Did call the Cops. First they said they'd send someone out to take my statement but then they just called and calmed me down and to ask a couple of question, to lock all my doors and to call them if something suspicious was going on.


----------



## Lilie (Feb 3, 2010)

Mrs.K said:


> Did call the Cops. First they said they'd send someone out to take my statement but then they just called and calmed me down and to ask a couple of question, to lock all my doors and to call them if something *suspicious was going on*.


Seriously? I'm thinking someone trying to come into my door is suspicious enough!!!!

Sadly, they tried your house. Next house may not be as lucky. You'd think they'd at least send a car into the area. 

I'm very happy you had your pups there. Hopefully the turd(s) who tried to come in will think twice before trying to enter into another home.


----------



## readaboutdogs (Jul 8, 2001)

Yes, glad your pups were inside! Someone had evidently tried to kick in our door once while we were gone. Cody and Clipper were inside loose. I never knew until I went to bring in groceries and push the door shut with my foot and the door bounced back. The frame was split at the bottom! I'm sure they put up quite a ruckeus and scared them off! We even have beware of dog signs up! If only dogs could talk!


----------



## Shade (Feb 20, 2012)

Wow that would totally freak me out!  That's the main reason I have dogs, early alert so I know what's going on

I can't believe the cops wouldn't do anything more, like offer to drive by once or twice  How hard would it be seriously


----------



## Moshamoon (Jan 10, 2013)

Very scarey. I had someone steal a laptop and $50.00 from my purse when my husband was in the basement, and I was on the second floor one evening. This was when we had no dogs for the first time in 25 years. Found out the next morning, and it freaked me out. We once again have a dog. I also got the brush off from the police.

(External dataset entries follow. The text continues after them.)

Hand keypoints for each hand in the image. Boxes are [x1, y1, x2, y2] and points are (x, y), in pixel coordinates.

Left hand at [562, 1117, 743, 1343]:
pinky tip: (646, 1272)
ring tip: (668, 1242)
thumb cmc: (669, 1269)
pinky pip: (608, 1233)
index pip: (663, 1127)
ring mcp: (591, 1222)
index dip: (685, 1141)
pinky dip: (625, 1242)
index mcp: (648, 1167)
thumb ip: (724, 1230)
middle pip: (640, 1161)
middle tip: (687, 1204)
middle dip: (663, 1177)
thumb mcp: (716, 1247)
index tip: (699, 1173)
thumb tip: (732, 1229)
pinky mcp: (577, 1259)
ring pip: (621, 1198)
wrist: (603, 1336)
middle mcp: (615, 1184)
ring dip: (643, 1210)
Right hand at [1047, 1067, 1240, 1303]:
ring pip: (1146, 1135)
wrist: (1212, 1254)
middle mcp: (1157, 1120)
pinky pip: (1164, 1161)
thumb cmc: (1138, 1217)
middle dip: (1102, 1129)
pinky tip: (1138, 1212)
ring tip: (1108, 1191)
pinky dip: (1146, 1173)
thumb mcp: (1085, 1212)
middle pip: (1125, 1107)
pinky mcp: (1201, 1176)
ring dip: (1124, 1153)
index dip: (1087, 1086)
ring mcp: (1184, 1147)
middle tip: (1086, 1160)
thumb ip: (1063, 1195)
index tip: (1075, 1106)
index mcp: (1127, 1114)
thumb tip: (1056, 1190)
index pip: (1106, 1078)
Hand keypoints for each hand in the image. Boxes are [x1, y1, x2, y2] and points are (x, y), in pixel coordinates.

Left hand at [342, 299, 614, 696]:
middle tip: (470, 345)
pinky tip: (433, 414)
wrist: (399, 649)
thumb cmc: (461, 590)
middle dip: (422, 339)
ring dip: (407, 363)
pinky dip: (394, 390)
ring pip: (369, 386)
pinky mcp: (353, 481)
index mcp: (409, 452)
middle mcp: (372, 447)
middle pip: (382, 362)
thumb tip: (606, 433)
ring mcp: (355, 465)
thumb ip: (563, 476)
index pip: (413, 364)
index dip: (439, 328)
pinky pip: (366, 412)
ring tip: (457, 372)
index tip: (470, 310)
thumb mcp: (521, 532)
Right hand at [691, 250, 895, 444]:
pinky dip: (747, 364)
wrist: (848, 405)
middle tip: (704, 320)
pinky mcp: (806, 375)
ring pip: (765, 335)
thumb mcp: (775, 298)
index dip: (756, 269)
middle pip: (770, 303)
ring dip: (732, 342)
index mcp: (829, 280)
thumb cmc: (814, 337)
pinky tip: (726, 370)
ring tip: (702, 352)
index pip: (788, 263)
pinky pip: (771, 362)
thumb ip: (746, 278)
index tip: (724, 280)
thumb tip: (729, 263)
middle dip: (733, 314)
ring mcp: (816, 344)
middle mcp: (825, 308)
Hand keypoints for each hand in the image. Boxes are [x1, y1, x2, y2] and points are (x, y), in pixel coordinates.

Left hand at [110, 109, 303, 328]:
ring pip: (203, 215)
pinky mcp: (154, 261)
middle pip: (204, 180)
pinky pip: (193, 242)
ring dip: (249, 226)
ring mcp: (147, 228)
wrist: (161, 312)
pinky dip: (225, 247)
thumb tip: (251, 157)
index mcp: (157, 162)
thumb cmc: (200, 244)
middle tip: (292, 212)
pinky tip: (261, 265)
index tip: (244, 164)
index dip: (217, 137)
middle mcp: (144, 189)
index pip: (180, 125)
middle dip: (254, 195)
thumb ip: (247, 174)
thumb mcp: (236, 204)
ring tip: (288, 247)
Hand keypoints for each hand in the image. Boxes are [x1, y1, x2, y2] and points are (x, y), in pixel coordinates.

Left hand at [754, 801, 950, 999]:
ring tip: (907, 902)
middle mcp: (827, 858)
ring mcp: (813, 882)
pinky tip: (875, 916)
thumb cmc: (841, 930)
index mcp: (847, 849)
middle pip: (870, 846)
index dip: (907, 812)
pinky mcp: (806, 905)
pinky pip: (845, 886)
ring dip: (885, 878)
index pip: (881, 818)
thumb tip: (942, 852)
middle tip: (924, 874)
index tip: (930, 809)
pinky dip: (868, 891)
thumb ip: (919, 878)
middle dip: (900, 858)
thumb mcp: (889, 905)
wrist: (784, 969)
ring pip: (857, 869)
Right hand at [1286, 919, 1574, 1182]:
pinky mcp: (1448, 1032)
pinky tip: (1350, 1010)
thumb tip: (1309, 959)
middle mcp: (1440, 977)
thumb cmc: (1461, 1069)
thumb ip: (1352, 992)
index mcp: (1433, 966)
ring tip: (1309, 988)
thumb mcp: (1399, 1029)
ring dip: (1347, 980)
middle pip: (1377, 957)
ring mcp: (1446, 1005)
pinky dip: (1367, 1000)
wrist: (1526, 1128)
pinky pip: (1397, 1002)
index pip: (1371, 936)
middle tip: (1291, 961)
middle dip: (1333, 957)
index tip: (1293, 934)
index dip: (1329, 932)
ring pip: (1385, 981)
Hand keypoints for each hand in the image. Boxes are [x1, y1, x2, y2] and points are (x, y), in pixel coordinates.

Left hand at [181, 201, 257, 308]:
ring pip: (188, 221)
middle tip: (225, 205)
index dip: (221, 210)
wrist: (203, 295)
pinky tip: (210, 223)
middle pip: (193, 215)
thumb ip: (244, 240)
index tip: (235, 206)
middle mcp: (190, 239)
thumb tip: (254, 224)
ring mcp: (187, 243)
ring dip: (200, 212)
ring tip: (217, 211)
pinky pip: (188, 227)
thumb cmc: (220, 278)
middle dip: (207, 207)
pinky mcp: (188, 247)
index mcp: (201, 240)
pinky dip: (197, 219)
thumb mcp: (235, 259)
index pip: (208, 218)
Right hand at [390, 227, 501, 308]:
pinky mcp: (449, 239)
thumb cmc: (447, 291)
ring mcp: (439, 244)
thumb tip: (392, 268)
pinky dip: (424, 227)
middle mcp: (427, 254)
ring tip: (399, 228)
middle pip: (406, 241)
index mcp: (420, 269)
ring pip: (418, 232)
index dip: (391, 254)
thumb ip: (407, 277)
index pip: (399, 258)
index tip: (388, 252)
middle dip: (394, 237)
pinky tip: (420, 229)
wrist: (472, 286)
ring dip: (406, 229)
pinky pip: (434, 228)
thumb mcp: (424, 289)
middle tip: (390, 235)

Good thing you had your pups, and you are ok!


----------



## KZoppa (Aug 14, 2010)

THAT is just one of many reasons I want another GSD that will alert and protect. Shasta doesnt alert or protect and after someone breaking into the house one night Geramy was gone at training... nope. Thrilled to bits Zena was there and went after the guy. That's freaking scary.


----------



## onyx'girl (May 18, 2007)

My dogs just scent someone and alert bark(Kacie first!) Though we do have people coming and going often at our house because my kids have friends over....but if the dogs have never met them, there is a protocol we have for introductions. My parrots also alert with certain vocals when someone is at the front of the house.
Anyone who tries to enter that my dogs don't know will probably have to change their clothes....and my dogs are not crated so would have access to the intruder. 
Mrs. K, that is scary stuff, especially during the day. We've had some people going into homes when people are at work, they pick the houses with no vehicles present. 
Too bad you couldn't have gotten sight of who it was.


----------



## mehpenn (May 22, 2006)

OMGoodness! The same thing happened to my MIL last week! She has a mini schnauzer and a mini dachshund, and their barks alerted her that someone was at the door. By the time she got to her back door, the man trying to break in had one arm through the glass of the porch and was trying to reach in to unlock the door. Luckily her movement caught his attention and he ran off. 
She called the police and they said there had been a string of break ins in her neighborhood, and they came out, she gave them a discription of the man as best she could. 
If it hadn't been for her dogs, there's no telling what would have happened. 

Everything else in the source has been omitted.